An examination of the three surviving letters on Qalīqalā shows that the earliest in the series is letter 9, which al-Awzāʿī addressed to ʿĪsā b. ʿAlī, the scholar and ascetic uncle of the caliph. It is part of a more extended exchange of letters between the two men, in which al-Awzāʿī states that ʿĪsā’s response to his previous letter about the captives of Qālīqalā has reached him (balaghanī kitāb jawāb mā kuntu katabtu bihi ilayka). Al-Awzāʿī praises ʿĪsā b. ʿAlī’s successful participation in a campaign against the Byzantines indicating this exchange must have taken place in either 138/755-6 or 139/756-7, when ʿĪsā accompanied his brothers Ṣāliḥ b. ʿAlī and al-ʿAbbās b. ʿAlī on their expedition to retake Malaṭya.37 He then paraphrases ʿĪsā’s argument that the Abbasid inaction on this matter was the result of their not being informed about this plight. ʿĪsā had apparently also asked al-Awzāʿī for further details about the affair. Al-Awzāʿī urges him, now that he has returned safely from the expedition, to take care of the weak and the female captives who are being humiliated by the infidels and have to witness their children being turned away from Islam.

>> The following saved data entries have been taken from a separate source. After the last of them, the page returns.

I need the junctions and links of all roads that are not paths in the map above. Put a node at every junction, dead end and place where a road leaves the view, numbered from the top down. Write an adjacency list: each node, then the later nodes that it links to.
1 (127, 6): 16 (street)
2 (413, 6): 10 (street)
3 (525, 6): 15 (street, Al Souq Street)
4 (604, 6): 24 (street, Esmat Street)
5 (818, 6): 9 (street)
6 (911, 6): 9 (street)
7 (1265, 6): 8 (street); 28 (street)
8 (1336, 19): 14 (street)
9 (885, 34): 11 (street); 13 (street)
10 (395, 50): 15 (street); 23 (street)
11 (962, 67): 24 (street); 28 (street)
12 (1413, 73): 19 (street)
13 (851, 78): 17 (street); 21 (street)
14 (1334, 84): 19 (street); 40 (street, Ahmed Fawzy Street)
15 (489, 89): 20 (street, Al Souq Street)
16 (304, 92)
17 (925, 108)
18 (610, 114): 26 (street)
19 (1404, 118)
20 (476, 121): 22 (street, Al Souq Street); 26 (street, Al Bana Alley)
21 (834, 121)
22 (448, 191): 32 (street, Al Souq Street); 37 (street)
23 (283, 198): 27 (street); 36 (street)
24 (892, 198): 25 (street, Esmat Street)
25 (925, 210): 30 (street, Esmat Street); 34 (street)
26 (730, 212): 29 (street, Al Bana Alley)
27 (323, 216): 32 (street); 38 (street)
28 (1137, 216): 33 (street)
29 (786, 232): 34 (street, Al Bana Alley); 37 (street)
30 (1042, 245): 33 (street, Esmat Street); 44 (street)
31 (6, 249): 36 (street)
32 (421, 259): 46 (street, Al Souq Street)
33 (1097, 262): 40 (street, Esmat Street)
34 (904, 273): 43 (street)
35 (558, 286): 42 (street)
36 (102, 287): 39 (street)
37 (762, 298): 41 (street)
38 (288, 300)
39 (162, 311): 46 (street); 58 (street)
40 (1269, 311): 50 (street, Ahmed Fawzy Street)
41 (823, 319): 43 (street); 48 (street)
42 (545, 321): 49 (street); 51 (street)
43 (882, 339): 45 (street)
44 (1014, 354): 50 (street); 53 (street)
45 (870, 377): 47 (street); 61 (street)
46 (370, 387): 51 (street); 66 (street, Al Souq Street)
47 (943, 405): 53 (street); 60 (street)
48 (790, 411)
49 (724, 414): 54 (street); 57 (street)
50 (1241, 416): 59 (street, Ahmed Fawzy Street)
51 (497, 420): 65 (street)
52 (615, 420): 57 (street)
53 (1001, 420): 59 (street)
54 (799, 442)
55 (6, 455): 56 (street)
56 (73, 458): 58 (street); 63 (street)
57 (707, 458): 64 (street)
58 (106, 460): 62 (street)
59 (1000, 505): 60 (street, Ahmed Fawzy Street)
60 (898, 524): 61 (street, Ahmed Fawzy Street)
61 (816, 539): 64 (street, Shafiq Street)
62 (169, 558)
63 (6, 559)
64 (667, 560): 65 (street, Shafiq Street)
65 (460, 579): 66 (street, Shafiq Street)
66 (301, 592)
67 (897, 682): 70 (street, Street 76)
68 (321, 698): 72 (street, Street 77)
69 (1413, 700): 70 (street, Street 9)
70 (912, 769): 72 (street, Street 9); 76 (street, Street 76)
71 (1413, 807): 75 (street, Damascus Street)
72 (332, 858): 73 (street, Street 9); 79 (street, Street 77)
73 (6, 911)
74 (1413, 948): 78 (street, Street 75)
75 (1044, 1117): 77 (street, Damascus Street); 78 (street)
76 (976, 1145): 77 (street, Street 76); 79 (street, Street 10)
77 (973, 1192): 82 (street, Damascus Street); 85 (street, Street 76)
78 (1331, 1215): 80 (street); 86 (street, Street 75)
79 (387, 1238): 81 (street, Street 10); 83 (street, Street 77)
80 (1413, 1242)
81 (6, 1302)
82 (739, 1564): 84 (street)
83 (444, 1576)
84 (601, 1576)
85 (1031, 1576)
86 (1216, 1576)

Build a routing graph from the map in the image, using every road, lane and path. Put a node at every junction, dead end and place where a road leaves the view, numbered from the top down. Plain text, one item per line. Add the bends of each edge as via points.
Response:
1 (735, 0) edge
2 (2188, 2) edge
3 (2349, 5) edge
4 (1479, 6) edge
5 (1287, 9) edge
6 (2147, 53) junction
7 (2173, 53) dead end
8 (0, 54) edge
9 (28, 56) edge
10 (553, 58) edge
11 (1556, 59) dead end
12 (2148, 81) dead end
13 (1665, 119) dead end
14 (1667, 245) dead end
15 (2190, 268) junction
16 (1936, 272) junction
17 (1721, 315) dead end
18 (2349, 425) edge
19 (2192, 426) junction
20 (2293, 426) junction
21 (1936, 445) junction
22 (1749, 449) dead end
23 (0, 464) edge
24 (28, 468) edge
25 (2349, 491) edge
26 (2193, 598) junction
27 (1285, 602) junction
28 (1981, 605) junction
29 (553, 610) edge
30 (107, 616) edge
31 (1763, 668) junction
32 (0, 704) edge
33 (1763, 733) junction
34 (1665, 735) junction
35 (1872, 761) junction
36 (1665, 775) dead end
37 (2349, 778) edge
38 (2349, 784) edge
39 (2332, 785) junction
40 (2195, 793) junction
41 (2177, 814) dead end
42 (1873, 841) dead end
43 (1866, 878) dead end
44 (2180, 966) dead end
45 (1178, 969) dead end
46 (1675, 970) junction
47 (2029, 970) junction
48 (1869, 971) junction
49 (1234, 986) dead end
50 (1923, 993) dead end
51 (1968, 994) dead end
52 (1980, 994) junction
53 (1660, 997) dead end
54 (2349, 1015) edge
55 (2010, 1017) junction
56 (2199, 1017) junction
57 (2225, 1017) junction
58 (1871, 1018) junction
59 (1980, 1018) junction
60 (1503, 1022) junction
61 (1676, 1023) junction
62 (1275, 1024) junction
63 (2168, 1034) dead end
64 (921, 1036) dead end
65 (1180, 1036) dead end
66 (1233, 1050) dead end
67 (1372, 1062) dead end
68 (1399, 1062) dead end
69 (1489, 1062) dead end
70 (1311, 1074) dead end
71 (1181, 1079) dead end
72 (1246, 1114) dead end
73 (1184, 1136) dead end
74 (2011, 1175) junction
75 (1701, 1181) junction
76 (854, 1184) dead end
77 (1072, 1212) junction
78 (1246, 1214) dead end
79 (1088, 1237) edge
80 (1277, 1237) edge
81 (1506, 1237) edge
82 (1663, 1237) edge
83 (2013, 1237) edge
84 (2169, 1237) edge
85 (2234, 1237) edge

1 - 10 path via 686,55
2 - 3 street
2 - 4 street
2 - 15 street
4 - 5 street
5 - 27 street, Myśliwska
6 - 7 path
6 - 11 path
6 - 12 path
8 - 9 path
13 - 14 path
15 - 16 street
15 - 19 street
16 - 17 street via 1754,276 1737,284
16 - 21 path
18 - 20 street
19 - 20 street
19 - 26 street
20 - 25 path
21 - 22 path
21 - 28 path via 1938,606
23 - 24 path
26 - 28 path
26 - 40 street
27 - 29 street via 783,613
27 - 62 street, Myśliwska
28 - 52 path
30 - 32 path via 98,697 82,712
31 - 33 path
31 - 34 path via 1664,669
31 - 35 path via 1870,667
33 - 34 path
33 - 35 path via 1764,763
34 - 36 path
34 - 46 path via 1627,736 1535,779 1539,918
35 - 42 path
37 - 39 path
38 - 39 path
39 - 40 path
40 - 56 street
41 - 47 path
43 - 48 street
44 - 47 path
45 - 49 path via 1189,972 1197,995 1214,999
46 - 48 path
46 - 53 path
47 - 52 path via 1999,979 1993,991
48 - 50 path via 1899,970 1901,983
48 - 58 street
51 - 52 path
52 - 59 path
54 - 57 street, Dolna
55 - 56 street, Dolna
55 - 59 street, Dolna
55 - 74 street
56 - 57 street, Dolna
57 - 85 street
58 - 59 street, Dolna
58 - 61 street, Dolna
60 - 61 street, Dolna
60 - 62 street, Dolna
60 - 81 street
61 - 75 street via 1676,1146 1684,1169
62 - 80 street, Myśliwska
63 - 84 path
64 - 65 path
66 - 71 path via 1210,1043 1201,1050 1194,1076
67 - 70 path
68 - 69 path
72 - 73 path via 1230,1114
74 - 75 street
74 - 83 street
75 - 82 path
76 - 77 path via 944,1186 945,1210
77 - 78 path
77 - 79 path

Possibly because he has not obtained a satisfactory resolution to the problem following his correspondence with ʿĪsā b. ʿAlī, al-Awzāʿī now turns to the caliph himself. He dispatches a letter (7) to al-Manṣūr accompanied by one (letter 8) to the treasurer, Sulaymān b. Mujālid. Unlike the letter to al-Manṣūr which is extant in at least three sources, the letter to Ibn Mujālid only survives in Ibn Abī Ḥātim’s work. In it, al-Awzāʿī acknowledges that he has never met or exchanged letters with the treasurer, but that the subject of ransoming Muslim captives falls under his prerogative (aktub laka fī amr raʾaytuka lahu mawḍiʿan). Ibn Mujālid should share in the financial burden of releasing the women captives, especially for those whose guardians cannot pay (fa-addi raḥimaka Allāh ḥiṣṣataka fīhinna ilā Allāh wa-ḥiṣaṣ man lā yastaṭīʿ an yaqaʿ mawqiʿaka min walī umūrihinna). Al-Awzāʿī’s use of the term “your share” (ḥiṣṣataka) and his later reference to Ibn Mujālid purchasing his soul (ishtari nafsaka) with his wealth (bi-mālika) indicate that he expected Ibn Mujālid to pay some of the ransom money from his own resources, although one would presume that he could secure the payment from the treasury, pending caliphal approval. Al-Awzāʿī ends his letter by requesting that Ibn Mujālid forward his letter to the caliph.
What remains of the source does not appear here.